The National Bureau of Statistics of the United Kingdom’s overall measurement of weekly income growth excluding bonuses shows that in the three months ending in September, employees’ annual salary increased by 4.9%, which means that actual income has increased by 2.2%, which is higher than The growth rate before the pandemic.

The UK National Bureau of Statistics warned that this number has been distorted by temporary pandemic-related effects. The National Bureau of Statistics of the United Kingdom said that after adjusting for these factors, overall income growth may be “as low as 3.4%”-which means that income has exceeded inflation during the relevant period, but may lag behind the growth of the cost of living in the next few months.
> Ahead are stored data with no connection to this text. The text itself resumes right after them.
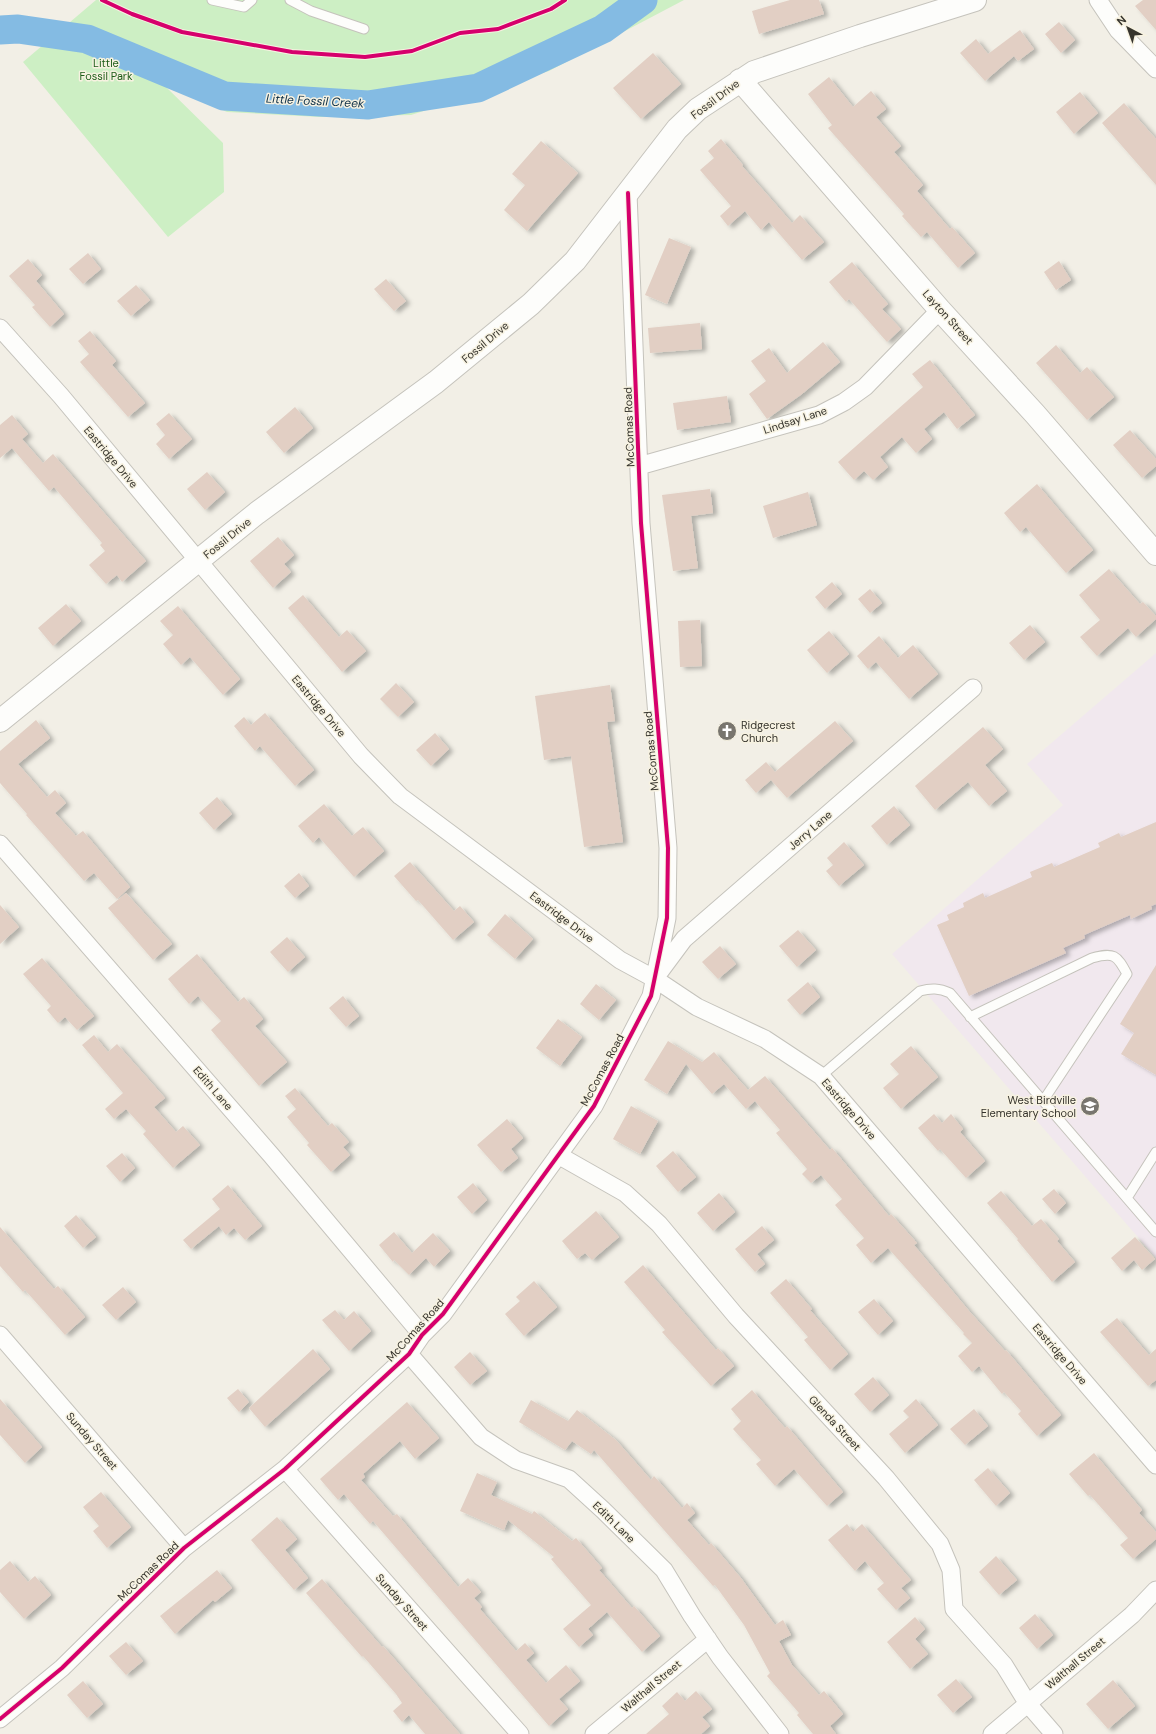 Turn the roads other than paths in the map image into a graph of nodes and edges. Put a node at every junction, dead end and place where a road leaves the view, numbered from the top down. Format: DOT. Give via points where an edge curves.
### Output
graph roads {
  1 [pos="212,0"];
  2 [pos="252,0"];
  3 [pos="290,0"];
  4 [pos="975,0"];
  5 [pos="1098,0"];
  6 [pos="364,29"];
  7 [pos="1156,69"];
  8 [pos="740,80"];
  9 [pos="628,193"];
  10 [pos="940,310"];
  11 [pos="0,328"];
  12 [pos="639,466"];
  13 [pos="1156,554"];
  14 [pos="199,561"];
  15 [pos="973,688"];
  16 [pos="0,721"];
  17 [pos="0,844"];
  18 [pos="655,979"];
  19 [pos="970,1017"];
  20 [pos="822,1076"];
  21 [pos="1043,1101"];
  22 [pos="1156,1152"];
  23 [pos="558,1155"];
  24 [pos="1127,1198"];
  25 [pos="1156,1232"];
  26 [pos="0,1335"];
  27 [pos="422,1335"];
  28 [pos="409,1354"];
  29 [pos="1156,1465"];
  30 [pos="285,1469"];
  31 [pos="184,1548"];
  32 [pos="1156,1590"];
  33 [pos="708,1639"];
  34 [pos="1028,1704"];
  35 [pos="0,1719"];
  36 [pos="520,1734"];
  37 [pos="594,1734"];
  38 [pos="780,1734"];
  39 [pos="992,1734"];
  40 [pos="1054,1734"];
  1 -- 2 [label="lane" via="244,7"];
  3 -- 6 [label="lane" via="311,11"];
  4 -- 8 [label="street, Fossil Drive" via="761,69"];
  5 -- 7 [label="street" via="1118,30"];
  8 -- 9 [label="street, Fossil Drive" via="698,109 682,124"];
  8 -- 10 [label="street, Layton Street"];
  9 -- 12 [label="street, McComas Road"];
  9 -- 14 [label="street, Fossil Drive" via="575,261 531,304 436,382 257,513"];
  10 -- 12 [label="street, Lindsay Lane" via="865,387 819,415"];
  10 -- 13 [label="street, Layton Street" via="1035,414"];
  11 -- 14 [label="street, Eastridge Drive" via="61,396"];
  12 -- 18 [label="street, McComas Road" via="641,523 668,848 667,918"];
  14 -- 16 [label="street, Fossil Drive"];
  14 -- 18 [label="street, Eastridge Drive" via="361,756 400,796 620,960"];
  15 -- 18 [label="street, Jerry Lane" via="684,939"];
  17 -- 27 [label="street, Edith Lane" via="276,1161"];
  18 -- 20 [label="street, Eastridge Drive" via="697,1007 765,1038"];
  18 -- 23 [label="street, McComas Road" via="651,996 594,1106"];
  19 -- 20 [label="lane" via="950,993 940,989 920,991"];
  19 -- 21 [label="lane"];
  19 -- 21 [label="lane" via="1092,958 1107,954 1119,960 1127,974"];
  20 -- 29 [label="street, Eastridge Drive"];
  21 -- 24 [label="lane"];
  22 -- 24 [label="lane"];
  23 -- 27 [label="street, McComas Road" via="443,1314"];
  23 -- 34 [label="street, Glenda Street" via="625,1193 659,1224 736,1316 886,1478 940,1544 950,1570 954,1608 1004,1665"];
  24 -- 25 [label="lane"];
  26 -- 31 [label="street, Sunday Street"];
  27 -- 28 [label="street, McComas Road"];
  28 -- 30 [label="street, McComas Road"];
  28 -- 33 [label="street, Edith Lane" via="481,1437 516,1460 569,1479 603,1510 664,1570"];
  30 -- 31 [label="street, McComas Road"];
  30 -- 36 [label="street, Sunday Street"];
  31 -- 35 [label="street, McComas Road" via="62,1668"];
  32 -- 34 [label="street, Walthall Street" via="1132,1615"];
  33 -- 37 [label="street, Walthall Street"];
  33 -- 38 [label="street, Edith Lane"];
  34 -- 39 [label="street, Walthall Street"];
  34 -- 40 [label="street, Glenda Street"];
}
The Monetary Policy Committee will be able to review employment data for another month before the next meeting in December, but analysts said that in accordance with current trends, the labor market will not become an obstacle to interest rate hikes.

Kitty Ussher, chief economist of the Institute of Directors, said: “There is nothing worth worrying about the Bank of England,” and Investec economist Philip Shaw said that these data “enhance the possibility of policy tightening next month.”

Paul Dales, chief UK economist at the consulting firm Capital Investment Macros, said: “Today’s release has lighted the bank, and the next labor market data released on December 14 may give it the green light to raise interest rates.”